Roscoe Orman, Aka “Mr. Gordon”, Ordered To Pay Monthly Support To Ex He Left Homeless After 39 Years

September 25, 2013  |  


We told you earlier in the year about Roscoe Orman. The man, who has for years played “Mr. Gordon” on Sesame Street, had been in a long-term relationship with a woman named Sharon Joiner-Orman for 39 years. They had four children together, who are now grown, and she took care of them as well as taking care of their home together while he made a name for himself as an actor. Despite all that they shared, the two never married, though I guess Sharon was okay with that seeing as how they had been an item for decades. Unfortunately, Orman up and decided to leave in 2010 when he found a pretty young thing that gave him the time of day. He gave money to Sharon ($3, 600 a month) to help her since she put her life on hold for him, but just two years later, he married that pretty young thing and ceased sending money to Sharon. She wound up broke after losing the New Jersey home they once shared (though he told her she should move to a smaller home), and has been staying with one of their daughters because she has nowhere else to go. She took Orman to court in order to see if she could get consistent financial help in the form of “palimony,” and just last month a judge ruled in her favor. Palimony, as I’m sure you know, is regarded as the division of finances and property after the end of a live-in relationship.

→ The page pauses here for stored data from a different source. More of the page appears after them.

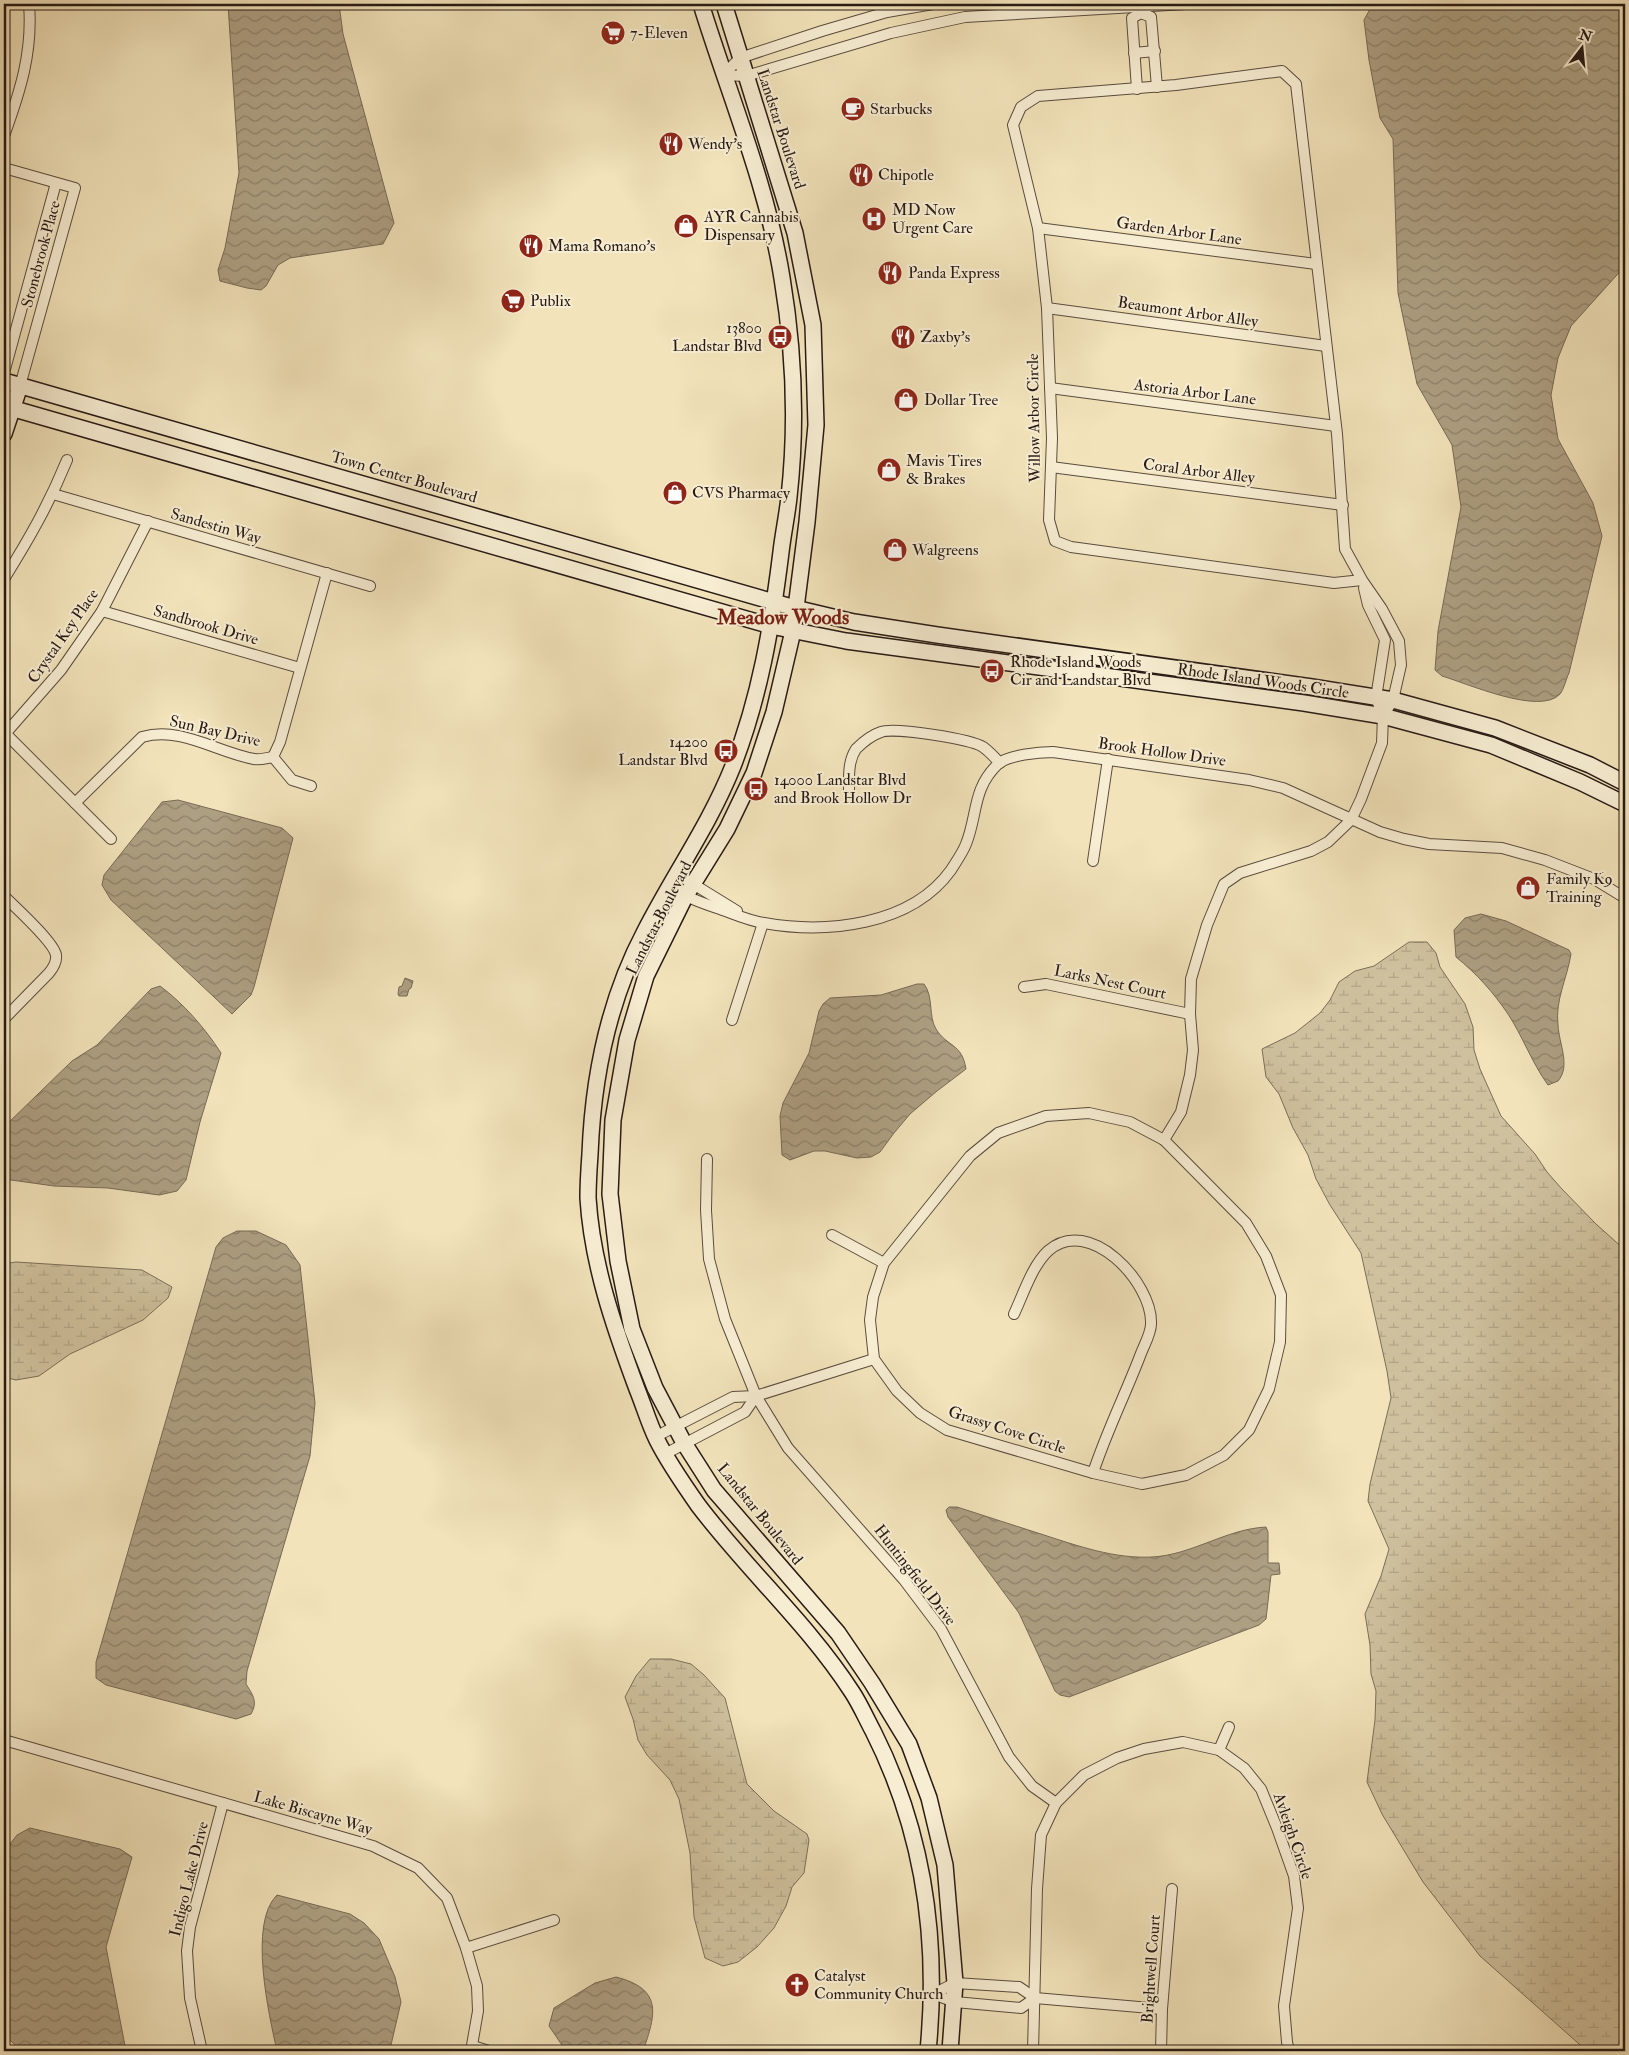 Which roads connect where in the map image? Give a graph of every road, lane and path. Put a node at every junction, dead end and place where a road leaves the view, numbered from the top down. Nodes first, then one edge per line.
1 (29, 4) edge
2 (702, 4) edge
3 (724, 4) edge
4 (933, 4) edge
5 (1186, 4) edge
6 (1140, 8) edge
7 (1155, 51) junction
8 (1134, 53) junction
9 (740, 58) junction
10 (723, 75) junction
11 (746, 76) junction
12 (1157, 87) junction
13 (1136, 88) junction
14 (4, 136) edge
15 (4, 168) edge
16 (56, 183) junction
17 (1038, 228) junction
18 (1316, 264) junction
19 (1047, 308) junction
20 (1326, 346) junction
21 (4, 373) edge
22 (4, 381) edge
23 (20, 386) junction
24 (1050, 388) junction
25 (8, 407) edge
26 (1336, 426) junction
27 (4, 434) edge
28 (67, 460) dead end
29 (1051, 467) junction
30 (53, 494) junction
31 (1343, 505) junction
32 (441, 506) junction
33 (148, 521) junction
34 (435, 529) junction
35 (6, 572) edge
36 (327, 573) junction
37 (1362, 580) junction
38 (370, 586) dead end
39 (774, 601) junction
40 (796, 608) junction
41 (102, 612) junction
42 (770, 626) junction
43 (793, 631) junction
44 (300, 668) junction
45 (1376, 698) junction
46 (1393, 700) junction
47 (1383, 716) junction
48 (5, 733) edge
49 (273, 757) junction
50 (1108, 759) junction
51 (1000, 763) junction
52 (1590, 765) junction
53 (1580, 782) junction
54 (1625, 783) edge
55 (310, 786) dead end
56 (849, 790) dead end
57 (75, 803) junction
58 (1625, 804) edge
59 (1351, 820) junction
60 (111, 838) dead end
61 (1093, 861) dead end
62 (673, 880) junction
63 (694, 884) junction
64 (4, 896) edge
65 (685, 897) junction
66 (1625, 898) edge
67 (762, 923) junction
68 (1024, 987) dead end
69 (1190, 1014) junction
70 (4, 1019) edge
71 (732, 1020) dead end
72 (1164, 1140) junction
73 (707, 1159) dead end
74 (832, 1235) dead end
75 (884, 1263) junction
76 (1014, 1314) dead end
77 (874, 1359) junction
78 (756, 1396) junction
79 (675, 1426) junction
80 (655, 1437) junction
81 (684, 1443) junction
82 (665, 1454) junction
83 (1093, 1473) junction
84 (1229, 1727) dead end
85 (4, 1740) edge
86 (1219, 1750) junction
87 (223, 1803) junction
88 (1056, 1803) junction
89 (1172, 1889) dead end
90 (554, 1920) dead end
91 (466, 1948) junction
92 (956, 1983) junction
93 (933, 1994) junction
94 (1035, 1998) junction
95 (955, 2002) junction
96 (1162, 2008) junction
97 (472, 2049) edge
98 (202, 2051) edge
99 (489, 2051) edge
100 (928, 2051) edge
101 (950, 2051) edge
102 (1033, 2051) edge
103 (1161, 2051) edge
104 (1289, 2051) edge

1 - 14 street
2 - 10 main road, Landstar Boulevard
3 - 9 main road, Landstar Boulevard
4 - 9 street
5 - 6 street
6 - 7 street
6 - 8 street
6 - 11 street
7 - 8 street
7 - 12 street
8 - 13 street
9 - 10 street
9 - 11 main road, Landstar Boulevard
10 - 11 street
10 - 39 main road, Landstar Boulevard
11 - 40 main road, Landstar Boulevard
12 - 13 street, Willow Arbor Circle
12 - 18 street
13 - 17 street, Willow Arbor Circle
15 - 16 street
16 - 21 street, Stonebrook Place
16 - 23 street, Stonebrook Place
17 - 18 street, Garden Arbor Lane
17 - 19 street, Willow Arbor Circle
18 - 20 street
19 - 20 street, Beaumont Arbor Alley
19 - 24 street, Willow Arbor Circle
20 - 26 street
22 - 23 main road, Town Center Boulevard
23 - 25 main road
23 - 32 main road, Town Center Boulevard
24 - 26 street, Astoria Arbor Lane
24 - 29 street, Willow Arbor Circle
25 - 27 main road
25 - 34 main road
26 - 31 street
28 - 30 street
29 - 31 street, Coral Arbor Alley
29 - 37 street, Willow Arbor Circle
30 - 33 street, Sandestin Way
30 - 35 street
31 - 37 street
32 - 34 main road
32 - 39 main road, Town Center Boulevard
33 - 36 street, Sandestin Way
33 - 41 street, Crystal Key Place
34 - 42 main road
36 - 38 street, Sandestin Way
36 - 44 street, Sun Bay Drive
37 - 45 street
37 - 46 street
39 - 40 main road, Town Center Boulevard
39 - 42 main road, Landstar Boulevard
40 - 43 main road, Landstar Boulevard
40 - 45 main road, Rhode Island Woods Circle
41 - 44 street, Sandbrook Drive
41 - 48 street, Crystal Key Place
42 - 43 main road
42 - 62 main road, Landstar Boulevard
43 - 47 main road, Rhode Island Woods Circle
43 - 63 main road, Landstar Boulevard
44 - 49 street, Sun Bay Drive
45 - 46 main road, Rhode Island Woods Circle
45 - 47 street
46 - 47 street
46 - 52 main road, Rhode Island Woods Circle
47 - 53 main road, Rhode Island Woods Circle
47 - 59 street
48 - 57 street
49 - 55 street
49 - 57 street, Sun Bay Drive
50 - 51 street, Brook Hollow Drive
50 - 59 street, Brook Hollow Drive
50 - 61 street
51 - 56 street
51 - 67 street
52 - 53 street
52 - 54 main road, Rhode Island Woods Circle
53 - 58 main road, Rhode Island Woods Circle
57 - 60 street
59 - 66 street, Brook Hollow Drive
59 - 69 street
62 - 63 street
62 - 65 street
62 - 80 main road, Landstar Boulevard
63 - 65 main road, Landstar Boulevard
63 - 67 street
64 - 70 street
65 - 67 street
65 - 79 main road, Landstar Boulevard
67 - 71 street
68 - 69 street, Larks Nest Court
69 - 72 street
72 - 75 street, Grassy Cove Circle
72 - 83 street, Grassy Cove Circle
73 - 78 street, Huntingfield Drive
74 - 75 street
75 - 77 street, Grassy Cove Circle
76 - 83 street
77 - 78 street
77 - 83 street, Grassy Cove Circle
78 - 79 street
78 - 81 street
78 - 88 street, Huntingfield Drive
79 - 80 street
79 - 81 main road, Landstar Boulevard
80 - 82 main road, Landstar Boulevard
81 - 82 street
81 - 92 main road, Landstar Boulevard
82 - 93 main road, Landstar Boulevard
84 - 86 street
85 - 87 street, Lake Biscayne Way
86 - 88 street, Avleigh Circle
86 - 104 street, Avleigh Circle
87 - 91 street, Lake Biscayne Way
87 - 98 street, Indigo Lake Drive
88 - 94 street, Avleigh Circle
89 - 96 street, Brightwell Court
90 - 91 street
91 - 97 street, Lake Biscayne Way
92 - 93 street
92 - 94 street
92 - 95 main road, Landstar Boulevard
93 - 95 street
93 - 100 main road, Landstar Boulevard
94 - 95 street
94 - 96 street
94 - 102 street, Avleigh Circle
95 - 101 main road, Landstar Boulevard
96 - 103 street, Brightwell Court
97 - 99 street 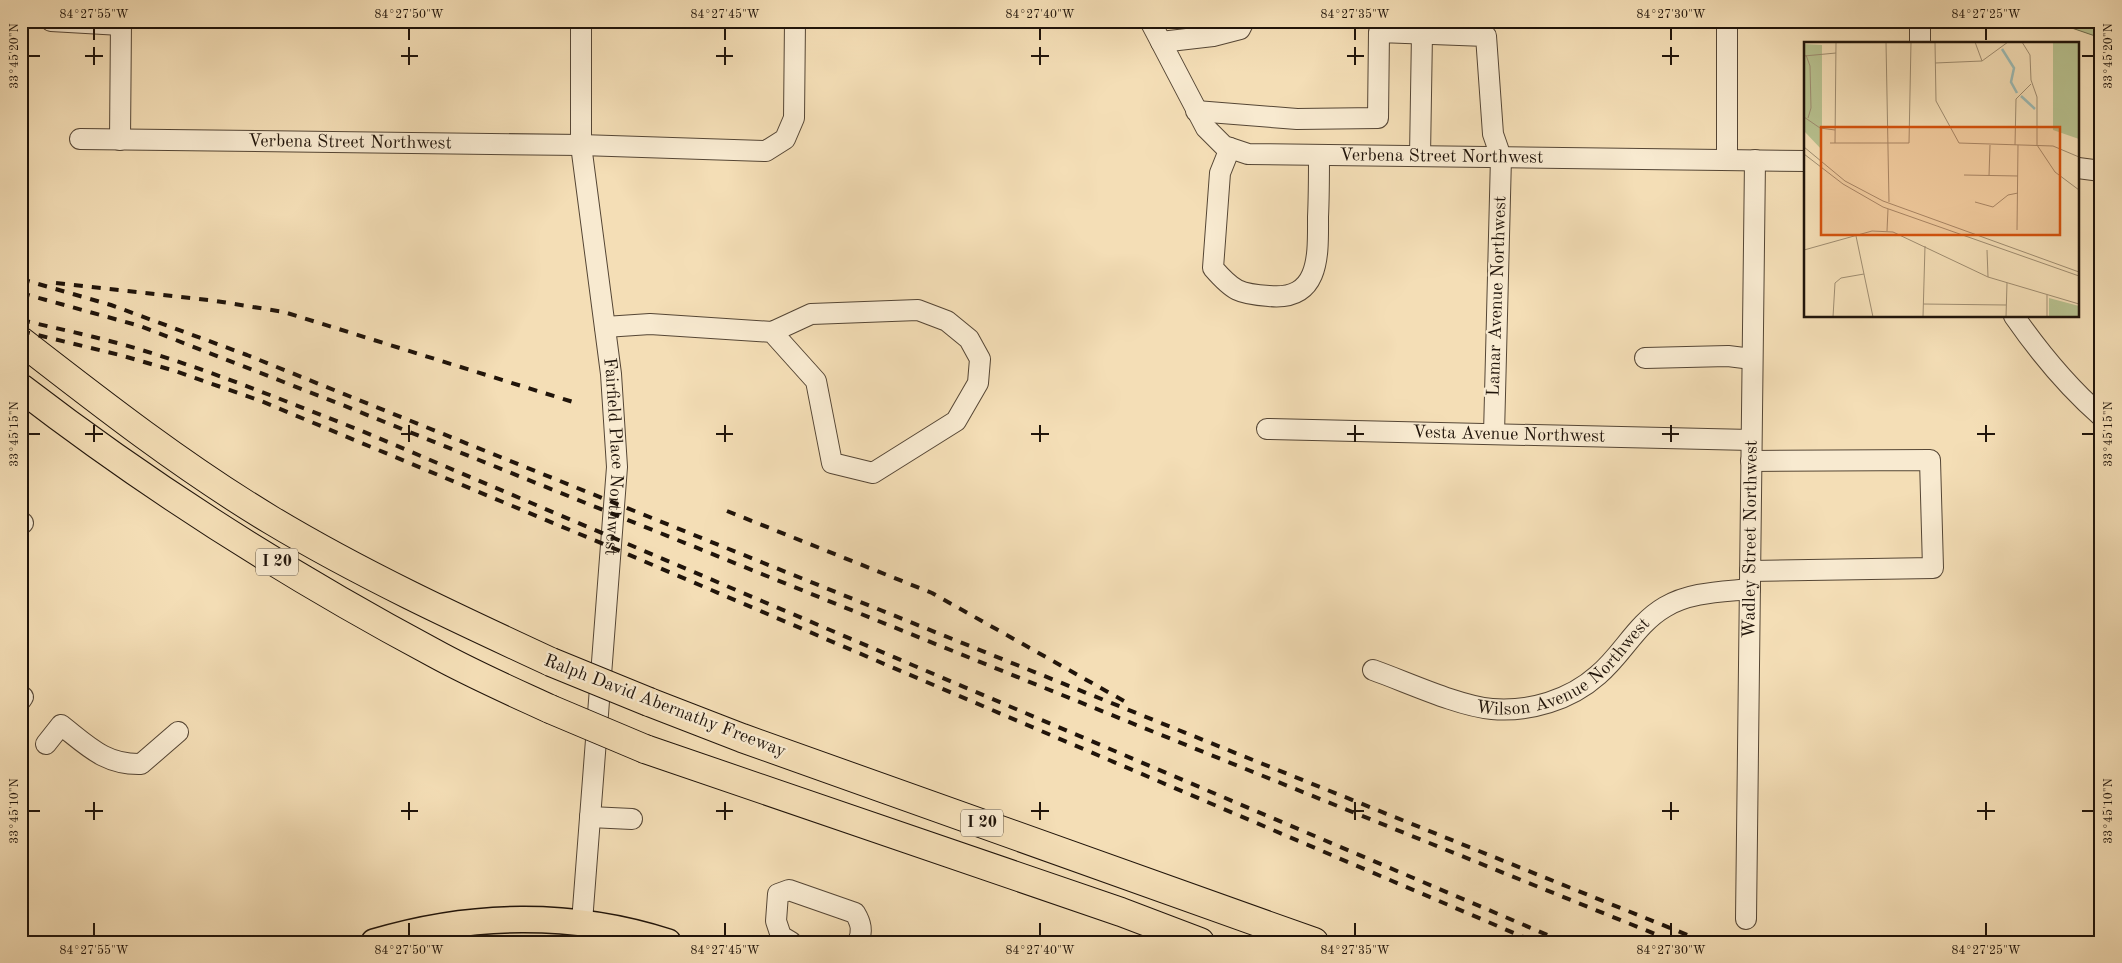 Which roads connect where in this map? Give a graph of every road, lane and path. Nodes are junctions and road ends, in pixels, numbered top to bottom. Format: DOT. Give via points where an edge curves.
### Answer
graph roads {
  1 [pos="51,21"];
  2 [pos="581,21"];
  3 [pos="794,21"];
  4 [pos="1150,21"];
  5 [pos="1244,21"];
  6 [pos="1727,21"];
  7 [pos="1920,21"];
  8 [pos="121,23"];
  9 [pos="1422,32"];
  10 [pos="1161,42"];
  11 [pos="1920,42"];
  12 [pos="1196,111"];
  13 [pos="80,139"];
  14 [pos="120,140"];
  15 [pos="581,144"];
  16 [pos="1230,148"];
  17 [pos="1319,155"];
  18 [pos="1420,156"];
  19 [pos="1501,157"];
  20 [pos="1726,160"];
  21 [pos="1755,160"];
  22 [pos="1804,161"];
  23 [pos="2080,168"];
  24 [pos="2101,171"];
  25 [pos="2016,318"];
  26 [pos="605,327"];
  27 [pos="772,332"];
  28 [pos="21,341"];
  29 [pos="1646,358"];
  30 [pos="1752,359"];
  31 [pos="21,388"];
  32 [pos="2101,416"];
  33 [pos="1267,429"];
  34 [pos="1494,434"];
  35 [pos="1752,440"];
  36 [pos="1751,461"];
  37 [pos="1750,580"];
  38 [pos="1373,670"];
  39 [pos="178,732"];
  40 [pos="46,744"];
  41 [pos="590,817"];
  42 [pos="632,818"];
  43 [pos="1746,918"];
  44 [pos="582,922"];
  45 [pos="374,942"];
  46 [pos="668,942"];
  47 [pos="791,942"];
  48 [pos="858,942"];
  49 [pos="1200,942"];
  50 [pos="1314,942"];
  1 -- 8 [label="street"];
  2 -- 15 [label="street, Fairfield Place Northwest"];
  3 -- 15 [label="street, Verbena Street Northwest" via="794,118 785,139 766,151"];
  4 -- 10 [label="street, Verbena Street Northwest"];
  5 -- 10 [label="street" via="1240,29 1213,36"];
  6 -- 20 [label="street"];
  7 -- 11 [label="street"];
  8 -- 14 [label="street"];
  9 -- 12 [label="street" via="1379,32 1378,118 1297,119"];
  9 -- 18 [label="street"];
  9 -- 19 [label="street" via="1486,36 1493,134"];
  10 -- 12 [label="street, Verbena Street Northwest"];
  12 -- 16 [label="street, Verbena Street Northwest" via="1206,128"];
  13 -- 14 [label="street, Verbena Street Northwest"];
  14 -- 15 [label="street, Verbena Street Northwest"];
  15 -- 26 [label="street, Fairfield Place Northwest"];
  16 -- 17 [label="street, Verbena Street Northwest" via="1248,154"];
  16 -- 17 [label="street" via="1220,173 1214,268 1238,292 1271,297 1295,294 1304,287 1317,264"];
  17 -- 18 [label="street, Verbena Street Northwest"];
  18 -- 19 [label="street, Verbena Street Northwest"];
  19 -- 20 [label="street, Verbena Street Northwest"];
  19 -- 34 [label="street, Lamar Avenue Northwest"];
  20 -- 21 [label="street, Verbena Street Northwest"];
  21 -- 22 [label="street, Verbena Street Northwest"];
  21 -- 30 [label="street, Wadley Street Northwest"];
  23 -- 24 [label="street"];
  25 -- 32 [label="street" via="2085,402"];
  26 -- 27 [label="street" via="650,324"];
  26 -- 41 [label="street, Fairfield Place Northwest" via="617,467"];
  27 -- 27 [label="street" via="816,381 832,463 840,465 873,472 956,421 978,383 980,360 969,339 946,321 918,310 811,314"];
  28 -- 50 [label="highway, Ralph David Abernathy Freeway / I 20, bridge" via="212,482 271,520 409,595 551,662 742,738"];
  29 -- 30 [label="street" via="1728,356"];
  30 -- 35 [label="street, Wadley Street Northwest"];
  31 -- 49 [label="highway, I 20, bridge" via="88,439 189,508 289,569 435,654 550,709 645,749"];
  33 -- 34 [label="street, Vesta Avenue Northwest"];
  34 -- 35 [label="street, Vesta Avenue Northwest"];
  35 -- 36 [label="street, Wadley Street Northwest"];
  36 -- 37 [label="street, Wadley Street Northwest"];
  36 -- 37 [label="street, Wilson Avenue Northwest" via="1930,460 1933,568"];
  37 -- 38 [label="street, Wilson Avenue Northwest" via="1665,607 1642,625 1599,675 1567,696 1530,708 1492,709 1454,700"];
  37 -- 43 [label="street, Wadley Street Northwest"];
  39 -- 40 [label="street" via="141,764 124,765 107,759 61,725"];
  41 -- 42 [label="street"];
  41 -- 44 [label="street, Fairfield Place Northwest"];
  44 -- 45 [label="main road" via="520,918 455,923"];
  44 -- 46 [label="main road"];
  47 -- 48 [label="street" via="782,936 776,921 778,894 788,890 855,913 861,923"];
}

Though they never made an agreement in writing, as palimony agreements are supposed to go, New Jersey Judge Ned Rosenberg said that Orman will have to resume paying monthly to his ex either way. A hearing is scheduled for next week to determine how much he will have to dole out. In the judge’s ruling he wrote this:

“The court finds the plaintiff (Joiner) has fully performed her end of the bargain (to put it tersely). In addition, there is no way to qualify the value of the services plaintiff provided over the course of 39 years much less the value of foregone educational and work related opportunities. What is more, the defendant does not deny the agreement and even acknowledged the obligation by deeds and words.”

Despite the fact that they were together for so long, the fact that Sharon took his last name somehow, and despite the fact that Orman dedicated his book (Sesame Street Dad: Evolution of an Actor) to her saying, “To my wife, Sharon Joiner-Orman, thanks for providing this story and my life with true meaning,” they were never married. But the court says they were basically (aside from a paper agreement) like a married couple and he owes her for all that she did and gave up for him. We’ll have to wait and see what the court orders him to pay, but any contribution that can help her get on her feet seems only right. But what do you think?